The battery voltage = 12 volts.
In the first circuit The op amp works as a current to voltage converter and its output equation is:
Vout = - I * R
I choosed R to be 20 ohm so that each 50 mA will make -1 volt drop.
I put 240 ohm across the 12v battery and I closed S1 switch to make sure that the current passing through it is 50 mA.
Then, I opened S1 and Closed S2 and the output voltage of the op amp is -1 volt.
The equation works well yet.
In practice, I don't have a supply that can produce negative voltages, so I have to build a bias for the op amp which is in the second circuit.
The positive input of the op amp is now 6 volts.
When I close S2, I would expect the voltage to be 6 - 1 = 5 volts.
but the result is 5.5 volts !!
Why does that happen? and What modifications should I make to get correct results? can I add a buffer or something like that ?
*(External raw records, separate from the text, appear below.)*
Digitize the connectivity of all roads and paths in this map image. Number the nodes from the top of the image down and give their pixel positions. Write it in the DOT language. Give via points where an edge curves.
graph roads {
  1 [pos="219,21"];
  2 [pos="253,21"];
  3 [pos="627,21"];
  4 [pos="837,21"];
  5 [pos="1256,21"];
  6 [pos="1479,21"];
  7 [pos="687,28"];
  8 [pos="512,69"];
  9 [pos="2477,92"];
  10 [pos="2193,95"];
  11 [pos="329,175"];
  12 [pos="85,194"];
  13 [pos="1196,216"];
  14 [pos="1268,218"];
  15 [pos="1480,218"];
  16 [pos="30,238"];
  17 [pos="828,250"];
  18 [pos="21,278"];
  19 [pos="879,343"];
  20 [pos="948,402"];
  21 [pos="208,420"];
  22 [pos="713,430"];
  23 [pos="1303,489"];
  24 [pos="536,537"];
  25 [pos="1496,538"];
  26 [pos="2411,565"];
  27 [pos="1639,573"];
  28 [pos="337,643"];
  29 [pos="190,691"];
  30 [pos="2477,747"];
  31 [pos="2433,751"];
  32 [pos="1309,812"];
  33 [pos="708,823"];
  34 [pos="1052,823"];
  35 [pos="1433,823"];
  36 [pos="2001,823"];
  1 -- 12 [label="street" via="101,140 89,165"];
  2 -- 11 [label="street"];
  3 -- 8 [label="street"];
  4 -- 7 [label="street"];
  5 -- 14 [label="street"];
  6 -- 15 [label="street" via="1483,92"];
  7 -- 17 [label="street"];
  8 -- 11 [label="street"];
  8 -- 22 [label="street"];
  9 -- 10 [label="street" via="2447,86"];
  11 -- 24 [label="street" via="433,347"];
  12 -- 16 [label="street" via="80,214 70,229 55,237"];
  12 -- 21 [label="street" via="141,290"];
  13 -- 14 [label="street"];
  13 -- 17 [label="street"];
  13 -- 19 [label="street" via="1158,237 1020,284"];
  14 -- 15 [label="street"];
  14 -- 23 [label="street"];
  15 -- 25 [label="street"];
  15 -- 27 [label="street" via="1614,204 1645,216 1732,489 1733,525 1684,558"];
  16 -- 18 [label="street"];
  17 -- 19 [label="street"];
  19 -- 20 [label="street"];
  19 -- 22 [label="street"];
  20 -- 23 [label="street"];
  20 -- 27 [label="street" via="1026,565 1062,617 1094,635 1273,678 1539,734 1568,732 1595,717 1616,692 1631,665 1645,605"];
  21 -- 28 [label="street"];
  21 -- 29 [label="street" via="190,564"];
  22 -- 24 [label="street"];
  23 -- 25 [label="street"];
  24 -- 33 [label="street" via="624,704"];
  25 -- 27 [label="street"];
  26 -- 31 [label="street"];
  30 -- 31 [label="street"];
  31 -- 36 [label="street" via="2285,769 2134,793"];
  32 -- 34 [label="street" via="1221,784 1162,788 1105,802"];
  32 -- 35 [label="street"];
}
If I can not modify the circuit, What is the best way to measure small currents without using multimeter or ammeter?
Thank you very much,
Answer
As discussed in the comments, the problem is that the op-amp will adjust the output until the '-' input is the same as the '+' input which is held at 6 V. That means there is only 6 V (12 V from battery - 6 V from R1/R3) across R4 now.
simulate this circuit – Schematic created using CircuitLab
Figure 1. Non-inverting amplifier.
You may find the non-inverting amplifier easier to work with.
- \$I_{in}\$ will produce \$100 \cdot R1\$ volts to the '+' input.
- \$V_{out} = 1 + \frac {R_f}{R_i}\$.
Everything is positive with respect to ground. You just need an op-amp that can run to negative rail.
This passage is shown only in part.